What is being asked = Locate all lines in the data below that hold "junctions" and show them.

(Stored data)

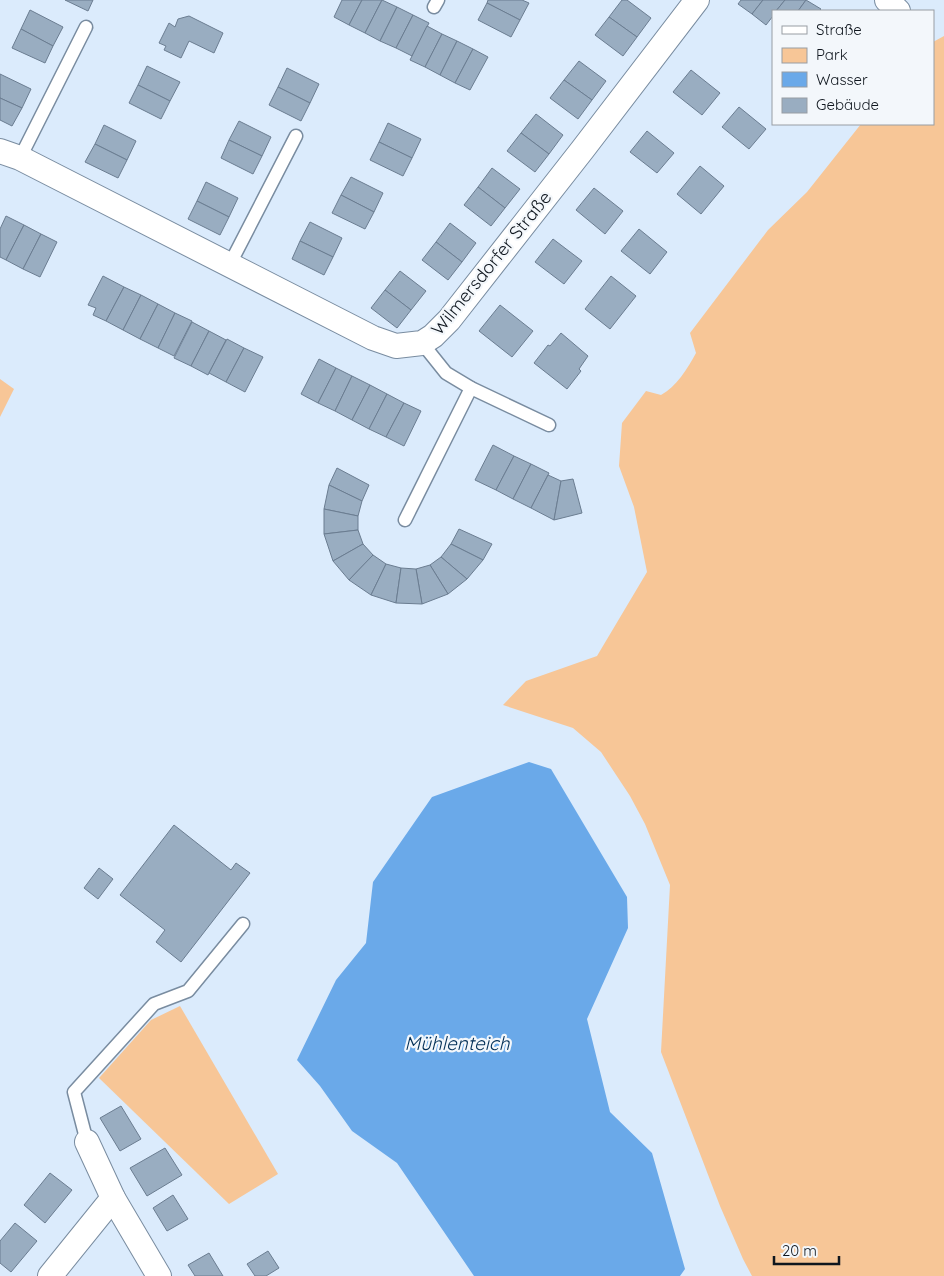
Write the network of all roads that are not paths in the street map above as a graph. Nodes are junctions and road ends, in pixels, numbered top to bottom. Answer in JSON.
{"nodes":[{"id":1,"x":697,"y":0,"type":"edge"},
{"id":2,"x":887,"y":0,"type":"edge"},
{"id":3,"x":897,"y":10,"type":"edge"},
{"id":4,"x":86,"y":27,"type":"dead end"},
{"id":5,"x":296,"y":136,"type":"dead end"},
{"id":6,"x":10,"y":155,"type":"edge"},
{"id":7,"x":230,"y":264,"type":"junction"},
{"id":8,"x":422,"y":343,"type":"junction"},
{"id":9,"x":471,"y":388,"type":"junction"},
{"id":10,"x":549,"y":425,"type":"dead end"},
{"id":11,"x":405,"y":520,"type":"dead end"},
{"id":12,"x":243,"y":924,"type":"dead end"},
{"id":13,"x":87,"y":1142,"type":"joint"},
{"id":14,"x":113,"y":1198,"type":"junction"},
{"id":15,"x":50,"y":1276,"type":"edge"},
{"id":16,"x":159,"y":1276,"type":"edge"}],
"edges":[{"from":1,"to":8,"type":"street","name":"Wilmersdorfer Straße"},
{"from":2,"to":3,"type":"street"},
{"from":4,"to":6,"type":"lane"},
{"from":5,"to":7,"type":"lane"},
{"from":6,"to":7,"type":"street","name":"Wilmersdorfer Straße"},
{"from":7,"to":8,"type":"street","name":"Wilmersdorfer Straße"},
{"from":8,"to":9,"type":"lane"},
{"from":9,"to":10,"type":"lane"},
{"from":9,"to":11,"type":"lane"},
{"from":12,"to":13,"type":"lane"},
{"from":13,"to":14,"type":"street"},
{"from":14,"to":15,"type":"street"},
{"from":14,"to":16,"type":"street"}]}
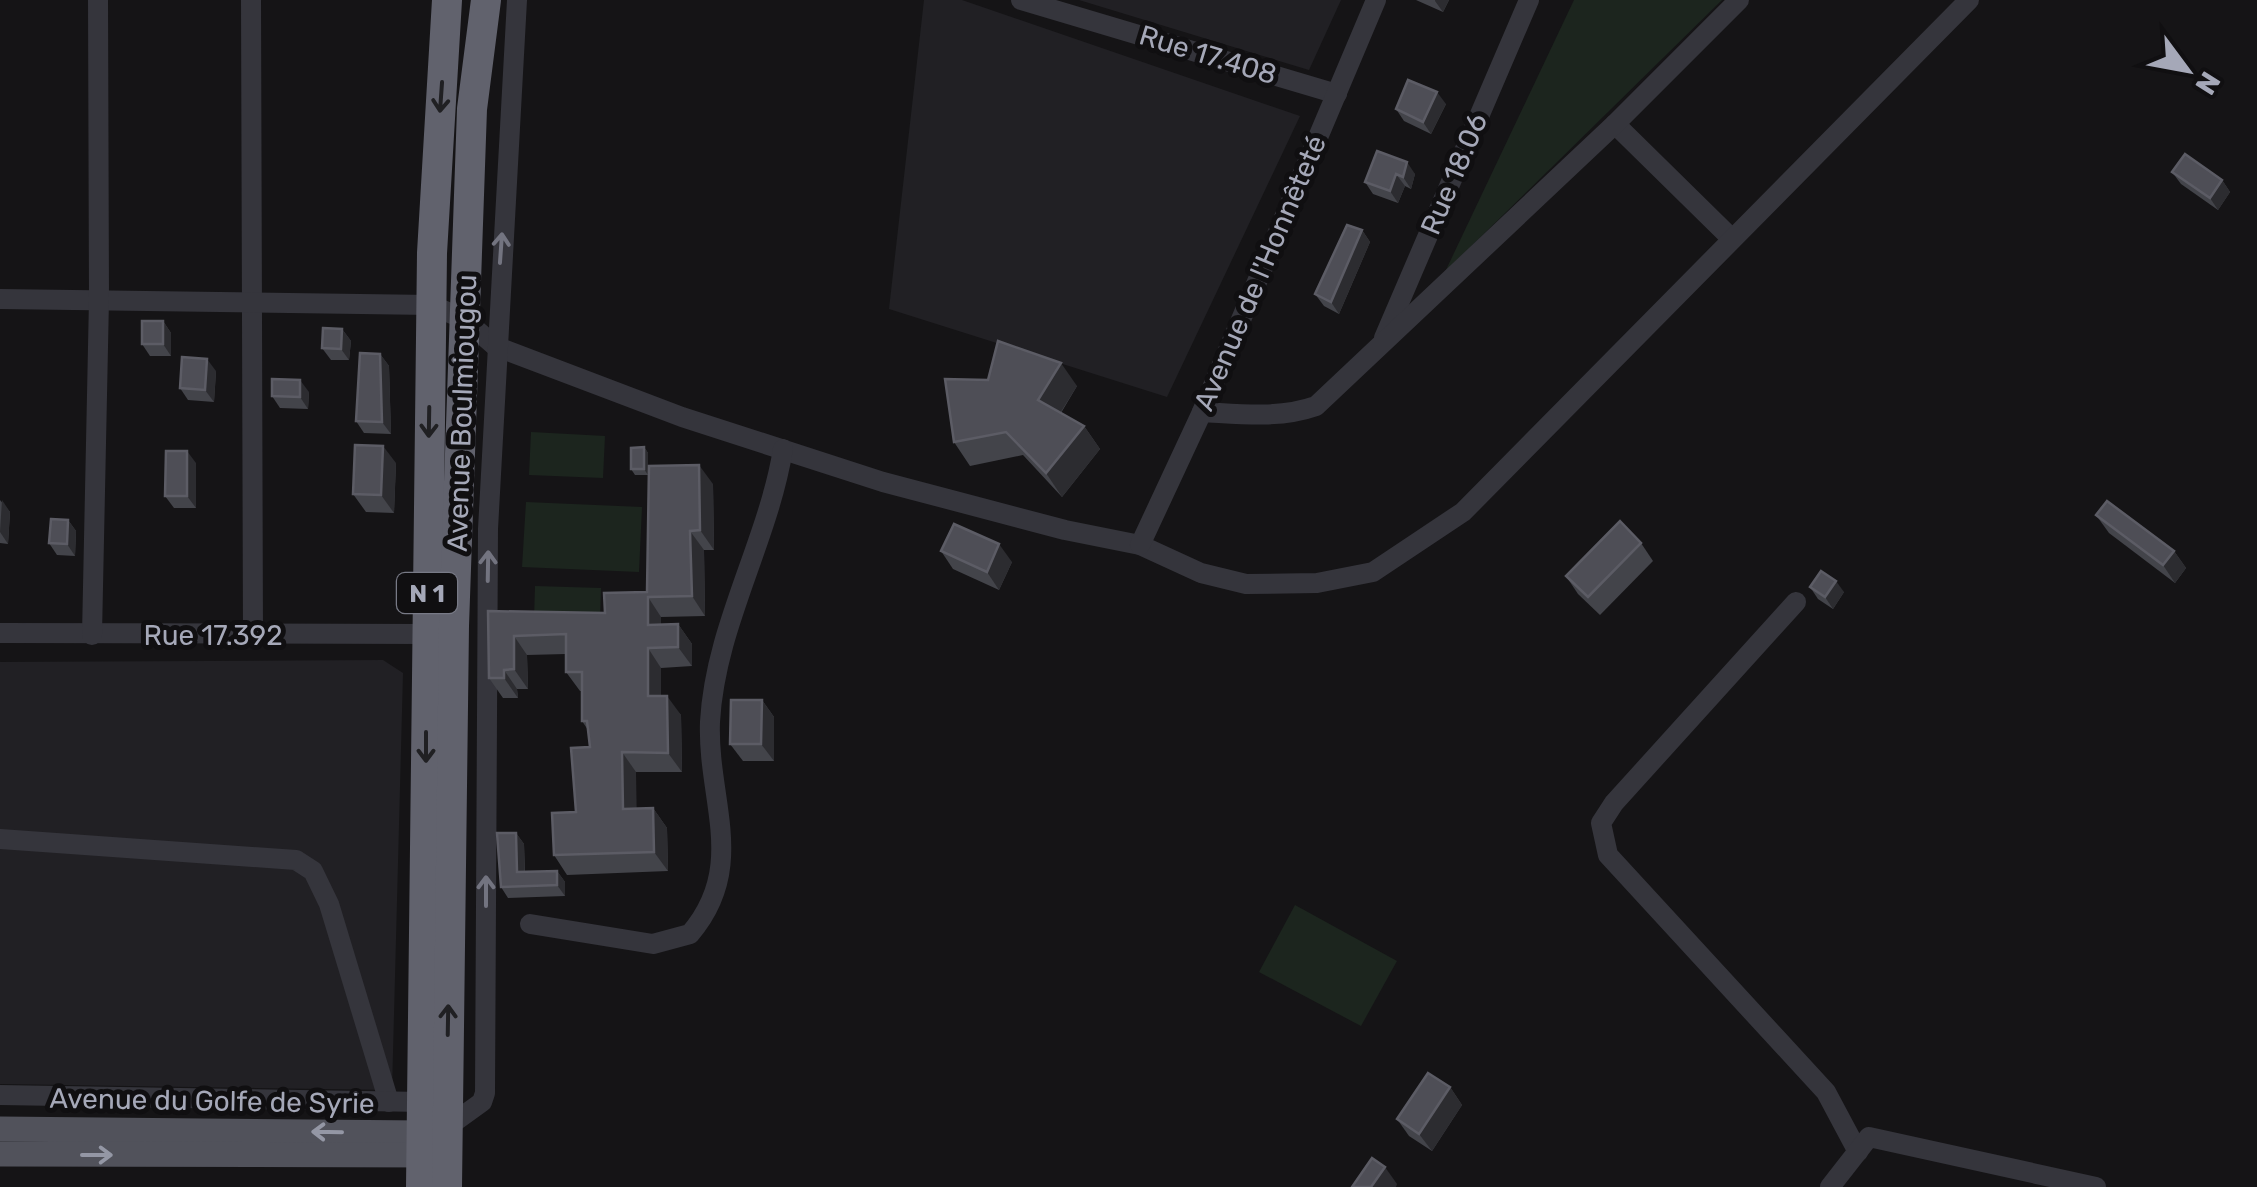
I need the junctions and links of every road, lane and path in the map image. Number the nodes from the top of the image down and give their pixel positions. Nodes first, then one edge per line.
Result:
1 (98, 0) edge
2 (251, 0) edge
3 (447, 0) edge
4 (486, 0) edge
5 (517, 0) edge
6 (1022, 0) edge
7 (1376, 0) edge
8 (1529, 0) edge
9 (1739, 0) edge
10 (1969, 0) edge
11 (1337, 94) junction
12 (1615, 124) junction
13 (1732, 239) junction
14 (0, 299) edge
15 (98, 299) junction
16 (252, 303) junction
17 (431, 305) junction
18 (464, 320) junction
19 (495, 346) junction
20 (1380, 349) junction
21 (1202, 412) junction
22 (783, 449) junction
23 (1140, 544) junction
24 (1796, 602) dead end
25 (0, 633) edge
26 (426, 634) junction
27 (92, 635) junction
28 (253, 635) junction
29 (0, 839) edge
30 (530, 924) dead end
31 (0, 1095) edge
32 (389, 1102) junction
33 (0, 1129) edge
34 (177, 1143) junction
35 (431, 1144) edge
36 (1858, 1152) junction
37 (0, 1154) edge
38 (447, 1187) edge
39 (1830, 1187) edge
40 (2096, 1187) edge

1 - 15 street
2 - 16 street
3 -> 17 highway, Avenue Boulmiougou / N 1
4 - 18 highway, Avenue Boulmiougou / N 1
19 -> 5 street
6 - 11 street, Rue 17.408
7 - 11 street, Avenue de l'Honnêteté
8 - 20 street, Rue 18.06
9 - 12 street
10 - 13 street
11 - 21 street, Avenue de l'Honnêteté
12 - 13 street
12 - 20 street
13 - 23 street
14 - 15 street
15 - 16 street
15 - 27 street
16 - 17 street
16 - 28 street
17 - 18 street
17 -> 26 highway, Avenue Boulmiougou / N 1
18 - 19 street
35 -> 18 highway, Avenue Boulmiougou / N 1
19 - 22 street
35 -> 19 street
20 - 21 street
21 - 23 street, Avenue de l'Honnêteté
22 - 23 street
22 - 30 street
24 - 36 street
25 - 27 street, Rue 17.392
26 - 28 street, Rue 17.392
26 -> 35 highway, Avenue Boulmiougou / N 1
27 - 28 street, Rue 17.392
29 - 32 street
31 - 32 street
32 - 35 street
33 - 34 main road, Avenue du Golfe de Syrie
34 - 35 main road, Avenue du Golfe de Syrie
37 -> 34 main road, Avenue du Golfe de Syrie
35 - 38 highway, Avenue Boulmiougou / N 1
36 - 39 street
36 - 40 street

Output for this exercise =
Write the network of all roads that are not paths in the street map above as a graph. Nodes are junctions and road ends, in pixels, numbered top to bottom. Answer in JSON.
I need the junctions and links of every road, lane and path in the map image. Number the nodes from the top of the image down and give their pixel positions. Nodes first, then one edge per line.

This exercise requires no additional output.